1

dbplyr has some very useful-looking simulation functions so you can write queries while not connected to any real database, but I can't seem to get actual table names into any of the queries I write that way. All their names are just `df`, and I can't seem to modify them afterward. In fact, I don't see `df` anywhere in the query object or its attributes (it doesn't have any), so now I have no idea how dbplyr processes table names at all.

MWE:

library(dbplyr)
library(dplyr, warn.conflicts = FALSE)
library(magrittr)
library(purrr, warn.conflicts = FALSE)

query <- tbl_lazy(df = mtcars)
query %$% names(ops)
#> [1] "x"    "vars"
show_query(query)
#> <SQL>
#> SELECT *
#> FROM `df`

# The actual data frame is stored in the object under the name `x`, but
# renaming it has no effect, unsurprisingly (since it wasn't named `df`
# anyway)
query %<>% modify_at("ops", set_names, "mtcars", "vars")
query %$% names(ops)
#> [1] "mtcars" "vars"
show_query(query)
#> <SQL>
#> SELECT *
#> FROM `df`

My use case, by the way, is that I need to run SQL queries in another system with actual server access, so I'd like to have R scripts that produce SQL syntax that's ready to run in that system, even though R can't connect to it. Making an empty dummy database with the structure of the real thing (table & column names, column types, but no rows) is an option, but, obviously, it'd be simpler to just use these free-form simulations, iff the SQL can be generated ready to cut and paste. (lazy_frame() looked more appropriate for such non-existent tables, but, guess what, it's really just a wrapper for tbl_lazy(tibble()), so, same exact `df` name problem.)

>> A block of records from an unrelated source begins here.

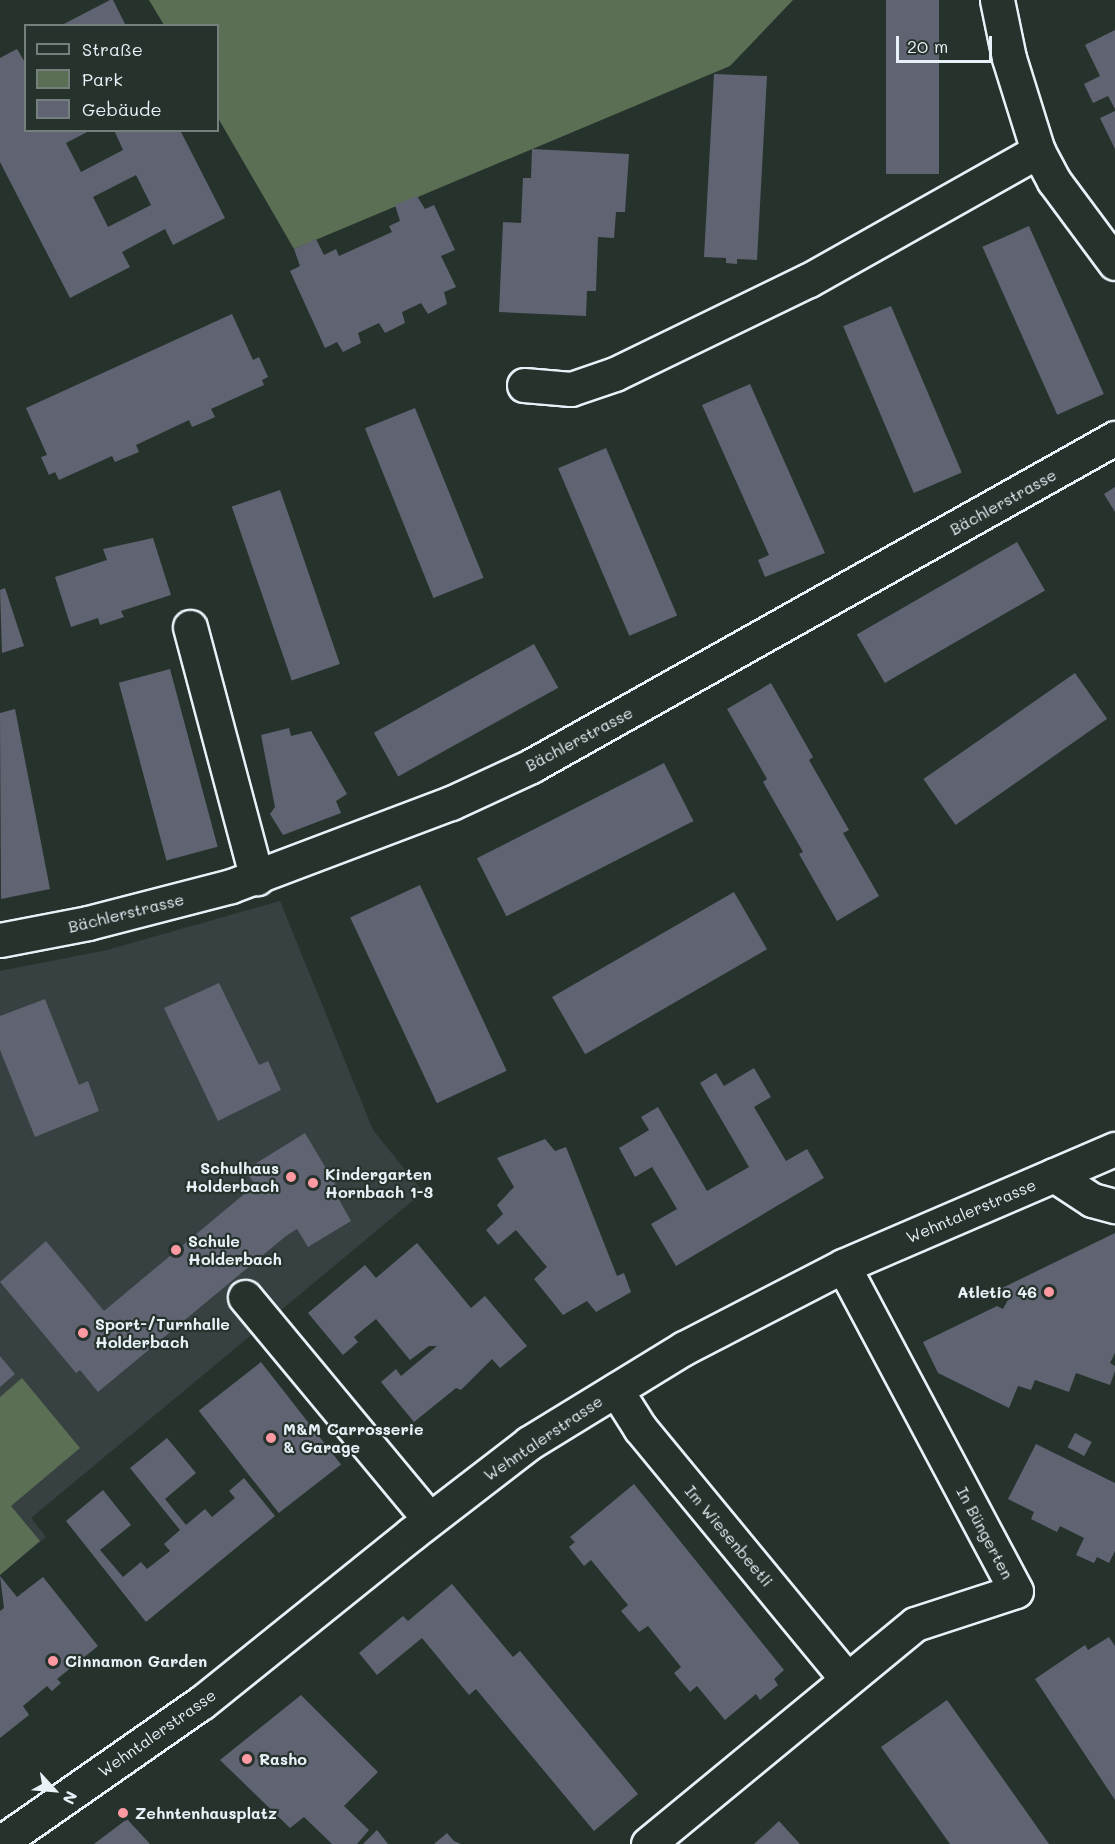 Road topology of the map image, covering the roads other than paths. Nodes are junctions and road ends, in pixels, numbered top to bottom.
1 (997, 0) edge
2 (1038, 151) junction
3 (1115, 263) edge
4 (524, 385) dead end
5 (1115, 438) edge
6 (189, 627) dead end
7 (257, 878) junction
8 (0, 940) edge
9 (1115, 1149) edge
10 (1054, 1175) junction
11 (1115, 1206) edge
12 (843, 1266) junction
13 (245, 1297) dead end
14 (616, 1390) junction
15 (429, 1519) junction
16 (846, 1678) junction
17 (0, 1844) edge
18 (648, 1844) edge

1 - 2 street
2 - 3 street
2 - 4 street
5 - 7 street, Bächlerstrasse
6 - 7 street
7 - 8 street, Bächlerstrasse
9 - 10 street, Wehntalerstrasse
10 - 11 street
10 - 12 street, Wehntalerstrasse
12 - 14 street, Wehntalerstrasse
12 - 16 street, In Büngerten
13 - 15 street
14 - 15 street, Wehntalerstrasse
14 - 16 street, Im Wiesenbeetli
15 - 17 street, Wehntalerstrasse
16 - 18 street, In Büngerten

Created on 2019-12-12 by the reprex package (v0.3.0)

DHW
  • 1,157
  • 1
  • 9
  • 24
  • 1
    I still find this is an under-appreciated use case (_c.f._ https://stackoverflow.com/q/49078185/6636442 ), but have no good solution. I have tried the in-memory sqlite trick, which allows you to name initial tables, but the rendered sql requires a lot of hand editing to impose table names on sub queries. – steveo'america Feb 05 '20 at 20:38

1 Answers1

0

I am not aware of any way to rename the simulated tables. According to to documentation, the important point of the simulate_* functions is to test database translation without actually connecting to a database.

When connected to a remote table, dbplyr uses the database, schema, and table name defined using tbl(). It also fetches the column names. Because of this, I would recommend developing in an environment where R can connect to the database. Consider the following:

# simulated
df_sim = tbl_lazy(mtcars, con = simulate_mssql())
df_sim %>% head(5) %>% show_query()

# output
<SQL>
SELECT TOP(5) *
FROM `df`

# actual
df = tbl('db_table_name', con = database_connection_object)
df %>% head(5) %>% show_query()

# output
<SQL>
SELECT TOP(5) col1, col2, col3
FROM "database"."db_table_name"

Not only does df get replaced by the table name, but the * in the simulated query is replaced by column names in the second query.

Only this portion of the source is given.